Thank goodness this didn't happen in my boat, but not sure why it happened at all. This fall I noticed that when I started my backhoe the battery
seemed a bit low. It seemed to take a charge pretty well, but eventually, after a couple of days without running it I'd have to put the charger
on it to start the engine
. I assumed I had a small short somewhere in the system but didn't have the time to go looking for it. Finally I hung the battery charger
on it one evening. It started out charging
around 20 amps and after 45 minutes dropped to around 10 or 12 amps. I decided to leave it on over night to top off the battery. Sometime during the night the battery exploded. My wife heard it, but I didn't and she didn't tell me about it until the next evening. I forgot to check the charger in the morning so didn't discover the situation until after work the next day.

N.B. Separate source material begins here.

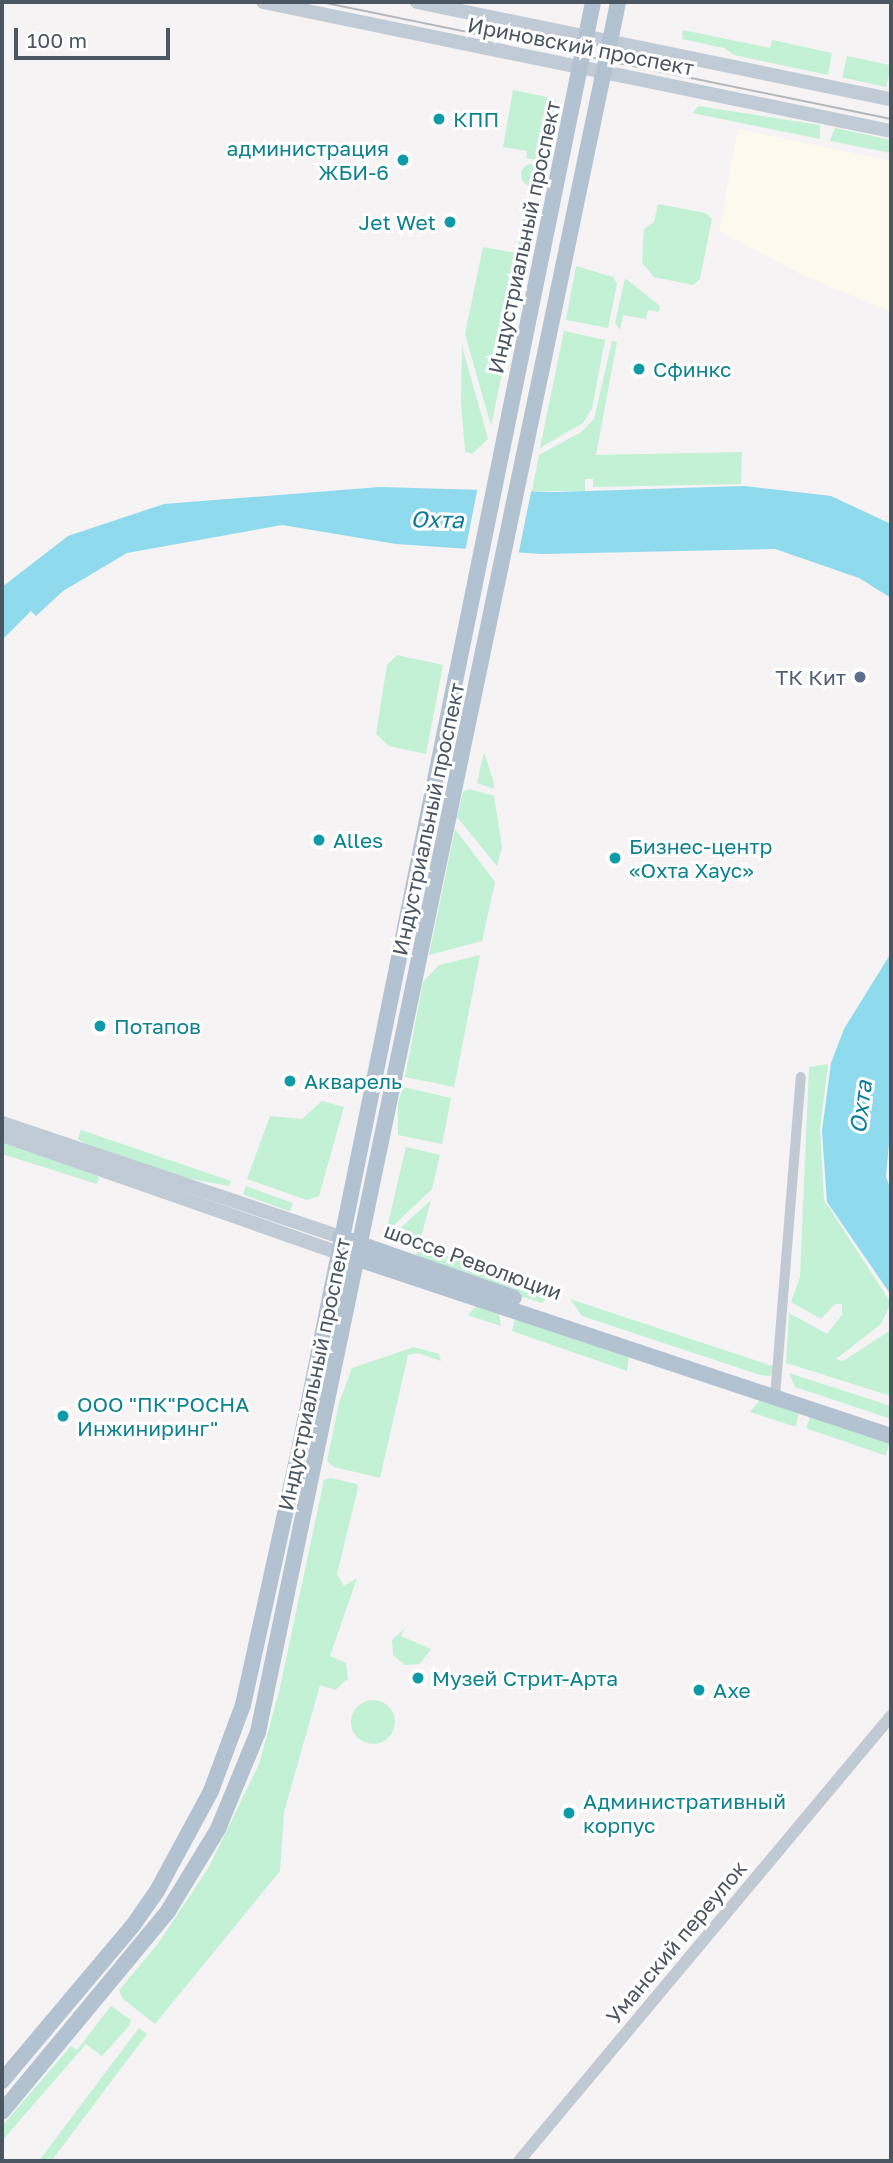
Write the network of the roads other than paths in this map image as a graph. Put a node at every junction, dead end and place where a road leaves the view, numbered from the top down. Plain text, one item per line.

OK here's my line of thinking. I believe the battery had an internal short that was causing it to lose charge and when put on the charger, heated up and started venting hydrogen gas. At some point there was a spark that ignited the hydrogen and the battery went blewy. The battery was an 18 month old NAPA battery so I picked up all the pieces cleaned things up with lots of baking soda and brought it all in to NAPA for a warrenty exchange. After a lot of head
scratching they decided the problem had to be my charger and no one at NAPA could imagine how a battery could develop an internal short, and had no idea how an internal short could cause a battery to blow up anyway.
There really are two questions here. The first is, "Is my hypothesis that the problem developed from an internal short likely?" the second is "If not, what type of problem with my battery charger could have caused this to occur?" Actually a third question would be "How could I discover either of these situations ahead of time so I don't blow a hole in the bottom of my boat?"
Thanks in advance for any insight from the "far more experienced than I" who reside on this forum.